From an early age, she worked in caregiving and in various occupations, such as shop assistant and production operator at the food company Carozzi. An activist and community organiser in the Cinco Pinos neighbourhood of San Bernardo, where she lives, she helped establish the "Neighbourhood Aid Committee" (Comité de Ayuda Vecinal) to address local needs and support the work of the Cinco Pinos Neighbourhood Council. She also served as a firefighter.

She is married to Mario Cornejo González and is the mother of two daughters and one son.

==Police incident==
She is a former worker and firefighter. On November 26, 2019, she was hit by a tear gas grenade, permanently losing the sight in both eyes and the senses of smell and taste.

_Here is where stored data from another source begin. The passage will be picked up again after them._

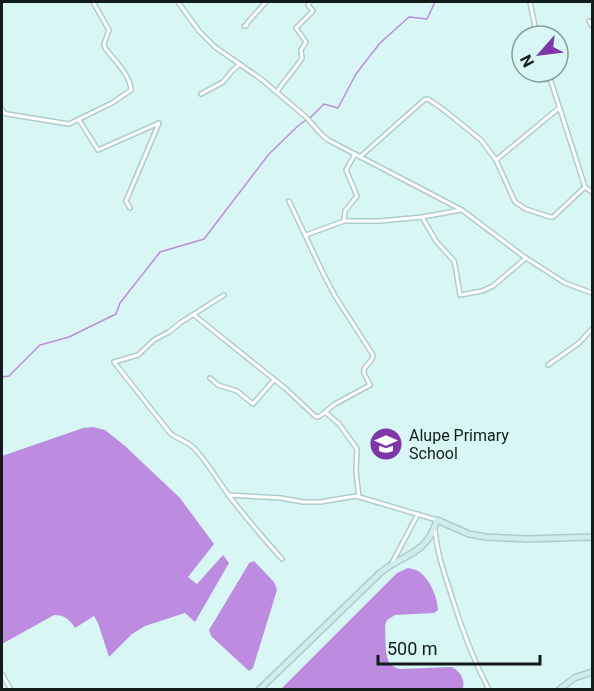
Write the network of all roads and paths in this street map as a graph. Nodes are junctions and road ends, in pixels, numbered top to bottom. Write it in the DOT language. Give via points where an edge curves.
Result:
graph roads {
  1 [pos="93,2"];
  2 [pos="178,2"];
  3 [pos="266,2"];
  4 [pos="310,2"];
  5 [pos="530,2"];
  6 [pos="589,21"];
  7 [pos="535,24"];
  8 [pos="244,26"];
  9 [pos="592,26"];
  10 [pos="240,64"];
  11 [pos="552,84"];
  12 [pos="277,92"];
  13 [pos="201,94"];
  14 [pos="559,108"];
  15 [pos="2,109"];
  16 [pos="79,120"];
  17 [pos="355,154"];
  18 [pos="360,157"];
  19 [pos="496,160"];
  20 [pos="585,187"];
  21 [pos="592,192"];
  22 [pos="289,201"];
  23 [pos="130,208"];
  24 [pos="462,210"];
  25 [pos="423,217"];
  26 [pos="344,221"];
  27 [pos="306,235"];
  28 [pos="526,258"];
  29 [pos="592,293"];
  30 [pos="224,295"];
  31 [pos="194,315"];
  32 [pos="591,331"];
  33 [pos="592,337"];
  34 [pos="548,364"];
  35 [pos="210,378"];
  36 [pos="274,380"];
  37 [pos="325,412"];
  38 [pos="228,495"];
  39 [pos="359,497"];
  40 [pos="418,514"];
  41 [pos="437,520"];
  42 [pos="435,528"];
  43 [pos="592,537"];
  44 [pos="282,559"];
  45 [pos="391,565"];
  46 [pos="592,672"];
  47 [pos="2,674"];
  48 [pos="11,690"];
  49 [pos="259,690"];
  50 [pos="489,690"];
  51 [pos="559,690"];
  1 -- 16 [label="street" via="109,30 105,48 132,88"];
  2 -- 10 [label="street" via="215,47"];
  3 -- 8 [label="street"];
  4 -- 12 [label="street" via="313,11 296,28 306,42 302,58"];
  5 -- 7 [label="street"];
  6 -- 9 [label="street"];
  10 -- 12 [label="street"];
  10 -- 13 [label="street" via="223,82"];
  11 -- 14 [label="street"];
  12 -- 17 [label="street" via="328,140"];
  14 -- 19 [label="street"];
  14 -- 20 [label="street"];
  15 -- 16 [label="street" via="66,124"];
  16 -- 23 [label="street" via="98,150 159,123 126,201"];
  17 -- 18 [label="street"];
  17 -- 26 [label="street" via="346,170 357,196 345,211"];
  18 -- 19 [label="street" via="426,99 476,135"];
  18 -- 24 [label="street"];
  19 -- 20 [label="street" via="515,202 550,218"];
  20 -- 21 [label="street"];
  22 -- 27 [label="street"];
  24 -- 25 [label="street"];
  24 -- 28 [label="street"];
  25 -- 26 [label="street"];
  25 -- 28 [label="street" via="436,241 454,261 460,295 494,286"];
  26 -- 27 [label="street"];
  27 -- 37 [label="street" via="335,296 373,357 364,369 370,385"];
  28 -- 29 [label="street" via="565,283"];
  30 -- 31 [label="street"];
  31 -- 36 [label="street"];
  31 -- 38 [label="street" via="138,355 114,362 170,432 195,449"];
  32 -- 33 [label="street"];
  32 -- 34 [label="street"];
  35 -- 36 [label="street" via="253,404"];
  36 -- 37 [label="street" via="316,417"];
  37 -- 39 [label="street" via="357,449"];
  38 -- 39 [label="street" via="303,502"];
  38 -- 44 [label="street"];
  39 -- 40 [label="street"];
  40 -- 41 [label="street"];
  40 -- 45 [label="street"];
  41 -- 42 [label="street"];
  41 -- 43 [label="street" via="486,537"];
  42 -- 45 [label="street" via="420,548"];
  42 -- 50 [label="street" via="442,568"];
  45 -- 49 [label="street"];
  46 -- 51 [label="street" via="574,678"];
  47 -- 48 [label="street"];
}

Campillai was going to her nighttime work when she was hit by the grenade. She was accompanied by her sister, Ana María, when the incident happened. Ana María immediately confronted the police squad who shot the grenade, but had a grenade shot next to her causing her dress to catch fire.

As the police denied Fabiola aid, Ana María shouted for help to which a neighbour reacted and brought Fabiola to hospital in his car. The next day police showed up outside Ana María's house aiming to bring her to the police station, without showing any valid arrest warrant, which Ana María rejected after consulting with her lawyer.

As of June 19, 2020, no suspect had been identified, but then on August 14, 2020, two police officers were fired for their involvement in the case. Both the officer in charge of the squad and the one who shot have been identified, and the latter brought to justice. The involved officers deny having aimed at her body or noticed that Fabiola had been injured.

==Political career==
Campillai and Gustavo Gatica, another well-known victim of police brutality, were part of campaign advertising for the "Approve" option in the 2020 Chilean national plebiscite held on October 25, 2020.

In November 2021 Campillai was elected senator for Santiago Metropolitan Region with 15% of the valid votes in the 2021 Chilean general election, receiving more votes than any other candidate in her district. She celebrated her election in Plaza Baquedano.